Things got really tense recently when mom came home from the hospital after two very long months. She was in her wheelchair, out of breath from the exertion of leaving the car and attempted to climb the 3 short stairs in to the house from the garage. She raised one foot and quickly realized she was not going to be able to do this on her own. Sensing the fear and frustration coming from her and all of us, I quickly recalled something rather unique about their garage. It had been used as an office for the builder when the homes were first going up and it was completely insulated, plumbed and heated. I said at that moment, sensing a need for lightness, that mom need go no further, all we needed was a little sheet rock tacked up on some two by fours, a throw rug or two scattered about, and a large flat screen TV hung on the wall and she had no need to enter the house again. Everyone relaxed, laughed and suddenly what could have been an overwhelmingly sad moment turned into all of us trying to out do one another on what could be done to "spiff" up moms garage hang out!
Now I could also wax on about the evils of smoking, but that would be pointless and not really productive to do at this time. My Grandmother on my Mom's side lived to be just over 90 and smoked every day of her life never visiting or needing a doctor.....ever! As did my fathers dad as well. Conversely, I have known people to die of lung cancer who never smoked a day in their life, and many women with breast cancer who I have met who are some of the healthiest living people on the planet. Now, I am not advocating a Woody Allen "Sleeper" movie view of life. Although that was so incredibly funny to envision a world, when he wakes up all those years later, that believes smoking and high fat food are now considered healthy, so everyone eats and smokes to their hearts content!
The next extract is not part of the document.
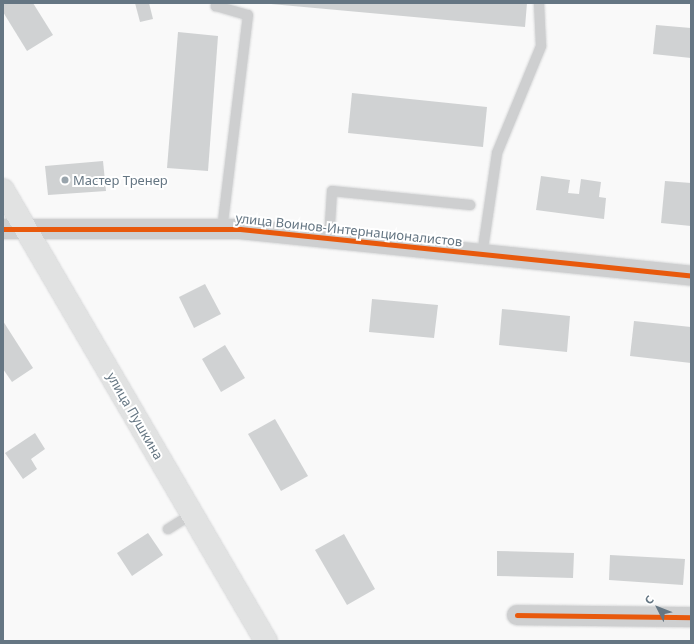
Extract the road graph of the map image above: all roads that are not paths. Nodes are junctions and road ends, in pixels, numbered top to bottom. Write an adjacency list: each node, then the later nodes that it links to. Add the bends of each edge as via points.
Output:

As my husband left for work at 7:20 this AM he mentioned his MRI appointment for his knee? Shoulder? Or some other nefarious body part? It is not that I am not interested, it is just that in the scheme of things it is inevitable that the body starts reminding us of expiration dates felt, but not known. We are all trying to do whatever we can in this life to prevent the inevitable decline that is coming. And rather then wallow in its embrace, I find it far more fun to just take it as it comes and try to laugh more often. I know it truly sounds so cliche, so please indulge me, but laughter is good medicine, and even at my lowest points in life I always found a way to laugh. It does make everything seem a bit more bearable and a lot more "real!" So, lighten up if you can and do yourself some good. Smile more often and read the book "If I had to live my life all over, I would have picked more daises!" It is a wonderful read and gentle reminder of the things that truly matter in this life as told by women in their prime.